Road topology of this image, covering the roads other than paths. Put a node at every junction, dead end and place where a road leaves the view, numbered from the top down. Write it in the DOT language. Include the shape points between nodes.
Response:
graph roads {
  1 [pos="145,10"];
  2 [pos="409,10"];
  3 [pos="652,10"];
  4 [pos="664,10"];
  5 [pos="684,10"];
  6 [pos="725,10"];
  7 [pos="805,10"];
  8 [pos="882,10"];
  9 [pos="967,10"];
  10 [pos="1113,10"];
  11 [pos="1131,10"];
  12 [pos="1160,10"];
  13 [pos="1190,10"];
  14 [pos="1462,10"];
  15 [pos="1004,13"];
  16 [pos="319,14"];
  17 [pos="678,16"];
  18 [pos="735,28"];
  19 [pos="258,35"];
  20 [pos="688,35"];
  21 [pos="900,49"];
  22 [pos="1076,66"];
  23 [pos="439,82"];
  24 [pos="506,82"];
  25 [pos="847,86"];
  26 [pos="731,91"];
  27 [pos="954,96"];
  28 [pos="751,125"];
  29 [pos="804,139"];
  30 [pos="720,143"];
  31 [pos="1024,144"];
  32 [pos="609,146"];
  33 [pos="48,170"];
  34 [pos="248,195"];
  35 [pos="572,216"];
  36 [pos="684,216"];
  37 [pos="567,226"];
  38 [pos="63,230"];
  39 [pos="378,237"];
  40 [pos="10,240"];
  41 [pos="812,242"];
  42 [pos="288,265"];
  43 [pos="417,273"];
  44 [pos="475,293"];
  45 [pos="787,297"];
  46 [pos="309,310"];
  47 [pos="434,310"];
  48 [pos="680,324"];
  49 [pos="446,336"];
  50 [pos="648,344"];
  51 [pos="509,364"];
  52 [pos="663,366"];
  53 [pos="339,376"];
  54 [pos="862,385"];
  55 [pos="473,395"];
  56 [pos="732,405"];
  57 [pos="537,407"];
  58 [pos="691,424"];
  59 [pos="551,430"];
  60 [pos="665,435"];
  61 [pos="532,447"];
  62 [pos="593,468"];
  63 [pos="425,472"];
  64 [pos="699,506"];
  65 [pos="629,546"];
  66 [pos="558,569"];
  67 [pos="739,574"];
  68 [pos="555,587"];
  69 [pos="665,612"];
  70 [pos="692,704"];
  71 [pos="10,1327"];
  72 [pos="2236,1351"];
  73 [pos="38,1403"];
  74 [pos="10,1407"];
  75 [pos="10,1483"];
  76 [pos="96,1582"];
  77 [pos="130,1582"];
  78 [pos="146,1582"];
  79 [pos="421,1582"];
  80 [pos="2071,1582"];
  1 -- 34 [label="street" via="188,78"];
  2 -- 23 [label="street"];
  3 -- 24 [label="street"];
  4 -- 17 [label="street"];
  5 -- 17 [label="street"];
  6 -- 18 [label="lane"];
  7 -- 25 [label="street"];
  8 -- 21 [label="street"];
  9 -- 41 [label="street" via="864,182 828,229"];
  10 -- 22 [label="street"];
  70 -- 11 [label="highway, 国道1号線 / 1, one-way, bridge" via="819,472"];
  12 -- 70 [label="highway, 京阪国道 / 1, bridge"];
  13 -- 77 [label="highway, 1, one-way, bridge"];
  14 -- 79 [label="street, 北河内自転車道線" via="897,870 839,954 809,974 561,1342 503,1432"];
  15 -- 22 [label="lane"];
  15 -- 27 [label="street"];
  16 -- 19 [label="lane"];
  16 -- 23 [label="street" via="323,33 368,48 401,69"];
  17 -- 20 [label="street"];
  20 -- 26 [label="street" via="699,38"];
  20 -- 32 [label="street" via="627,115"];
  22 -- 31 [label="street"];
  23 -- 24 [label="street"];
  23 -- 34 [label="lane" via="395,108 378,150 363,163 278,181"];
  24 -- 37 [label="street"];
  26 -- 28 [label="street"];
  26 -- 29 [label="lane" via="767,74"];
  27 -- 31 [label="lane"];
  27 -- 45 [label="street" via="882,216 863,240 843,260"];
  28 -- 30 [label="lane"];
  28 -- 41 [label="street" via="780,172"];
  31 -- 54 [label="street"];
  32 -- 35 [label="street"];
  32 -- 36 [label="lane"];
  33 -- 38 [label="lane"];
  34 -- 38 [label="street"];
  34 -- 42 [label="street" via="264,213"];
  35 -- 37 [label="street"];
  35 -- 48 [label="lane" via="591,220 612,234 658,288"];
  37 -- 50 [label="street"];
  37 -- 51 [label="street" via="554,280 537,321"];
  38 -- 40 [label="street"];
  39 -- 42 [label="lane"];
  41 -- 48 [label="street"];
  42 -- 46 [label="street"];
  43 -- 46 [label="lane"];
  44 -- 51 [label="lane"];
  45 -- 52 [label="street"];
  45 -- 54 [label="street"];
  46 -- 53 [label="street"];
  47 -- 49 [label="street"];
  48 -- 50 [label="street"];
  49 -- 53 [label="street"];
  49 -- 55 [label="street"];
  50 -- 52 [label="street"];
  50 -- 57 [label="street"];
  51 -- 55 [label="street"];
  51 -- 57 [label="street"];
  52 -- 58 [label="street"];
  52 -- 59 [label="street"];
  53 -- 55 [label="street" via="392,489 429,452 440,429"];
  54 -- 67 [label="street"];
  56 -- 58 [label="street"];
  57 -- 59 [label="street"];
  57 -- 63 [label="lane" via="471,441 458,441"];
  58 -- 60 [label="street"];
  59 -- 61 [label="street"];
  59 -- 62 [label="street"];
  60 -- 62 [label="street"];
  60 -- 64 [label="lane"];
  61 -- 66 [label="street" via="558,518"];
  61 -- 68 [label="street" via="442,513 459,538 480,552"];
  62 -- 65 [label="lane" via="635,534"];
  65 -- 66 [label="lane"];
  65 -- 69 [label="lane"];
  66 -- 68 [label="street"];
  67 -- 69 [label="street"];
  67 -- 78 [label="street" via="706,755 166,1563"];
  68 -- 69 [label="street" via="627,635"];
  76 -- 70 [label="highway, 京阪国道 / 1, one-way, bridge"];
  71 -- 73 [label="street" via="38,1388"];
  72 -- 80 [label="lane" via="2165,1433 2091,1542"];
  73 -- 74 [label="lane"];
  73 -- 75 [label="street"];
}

What is being asked —
The number of lines in the entries holding the word "京阪国道" is what is needed. Supply that number only.

Solved problem —
2